Unfortunately, existing implementations of double-pinyin plus shape schemes all have small problems.

1. Table input. Characters and words are encoded into a table, with fixed maximum code length, and input is performed like Wubi by table lookup. Typical examples include Xiaohe and Ziranma's table-input mode. Their maximum code length is four. Because the maximum length is fixed, the encoding space is limited: four codes over 26 letters give only \(26^1 + 26^2 + 26^3 + 26^4 = 475254\) possibilities. Chinese pronunciations are unevenly distributed, and characters and words share the same code space, so only a small dictionary can be used. The advantages are that input-method requirements are low, it can be mounted onto almost any Wubi-style input method, and accuracy is high: once skilled, one can type blindly without a candidate window.

2. Character/word auxiliary input. Examples include later Ziranma, Luoge, and Shouxin. These input methods treat auxiliary codes as real members of the input method, supporting dynamic filtering and word creation. However, they often imitate Ziranma by allowing auxiliary codes only at the end of a word. For example, the double-pinyin code of "它们" is TAMF; to exclude "他们" and "她们", you can add an auxiliary code, but only at the end: TAMFb. This avoids jumping back to add an auxiliary code after a previous character during word-by-word input, but the disadvantages are obvious: when entering multiple words at once, you can only filter the last word; and only two auxiliary-code letters can be entered, which may not be enough for long words. This kind of scheme is fully compatible with intelligent pinyin sentence input and is much easier to learn than table input.

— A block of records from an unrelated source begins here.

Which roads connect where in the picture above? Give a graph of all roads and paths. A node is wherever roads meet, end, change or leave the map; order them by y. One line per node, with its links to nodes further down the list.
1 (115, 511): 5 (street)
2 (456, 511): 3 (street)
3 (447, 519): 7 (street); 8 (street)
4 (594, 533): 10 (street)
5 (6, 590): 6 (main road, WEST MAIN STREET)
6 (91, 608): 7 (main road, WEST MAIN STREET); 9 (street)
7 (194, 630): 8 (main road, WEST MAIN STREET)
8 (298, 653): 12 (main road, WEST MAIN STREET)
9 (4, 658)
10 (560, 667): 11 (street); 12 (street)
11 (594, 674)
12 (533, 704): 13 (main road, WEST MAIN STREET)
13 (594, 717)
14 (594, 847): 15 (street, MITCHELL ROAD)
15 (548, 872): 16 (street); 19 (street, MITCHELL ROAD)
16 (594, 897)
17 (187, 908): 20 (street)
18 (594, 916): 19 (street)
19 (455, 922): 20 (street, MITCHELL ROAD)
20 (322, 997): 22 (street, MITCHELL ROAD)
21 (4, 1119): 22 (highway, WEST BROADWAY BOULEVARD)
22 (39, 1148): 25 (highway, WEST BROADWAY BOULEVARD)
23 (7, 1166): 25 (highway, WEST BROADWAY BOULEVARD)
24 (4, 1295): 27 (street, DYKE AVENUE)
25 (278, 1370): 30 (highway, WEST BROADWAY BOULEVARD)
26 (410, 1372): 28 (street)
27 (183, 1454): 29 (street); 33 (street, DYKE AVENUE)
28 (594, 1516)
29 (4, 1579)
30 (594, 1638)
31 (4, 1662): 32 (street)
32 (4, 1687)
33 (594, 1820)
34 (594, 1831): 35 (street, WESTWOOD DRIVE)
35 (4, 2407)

3. Mounting onto intelligent pinyin. Although the previous category has advantages, it requires the input method itself to support double-pinyin auxiliary codes specially. Modern intelligent pinyin input methods, represented by Sogou, already have high accuracy. If we mount a table from the first category onto them as custom phrases, we can input single characters and some common words accurately while keeping sentence input unaffected. But once we enter sentence-input mode, auxiliary codes can no longer be used.

All three methods have some determinism: part of the code space maps uniquely. For example, typing d plus space always gives "的". Deterministic codes, once mastered, reduce mental burden and improve typing speed.

A few months ago, while making a phonetic-shape scheme for traditional inherited characters, I was inspired by the mounting approach and began wondering whether one could implement "double pinyin plus auxiliary codes with sentence input". This method is like double-pinyin sentence input, but allows auxiliary codes to be added after any character to help the pinyin engine choose characters. For example, "世界" and "视界" have identical pronunciation but very different meanings. What if we could add auxiliary codes directly during input?2

I tried this idea with Rime. To my surprise, it is not only possible, but not expensive to implement.

Below I describe how to implement it:

  1. use the script translator to implement non-shift3 double-pinyin sentence input with auxiliary codes;
  2. use the table translator for short codes and short words;
  3. use a Lua plugin to resolve conflicts between the table translator and the script translator so word creation works normally.

I solved some other problems as well, but will not discuss them here due to space.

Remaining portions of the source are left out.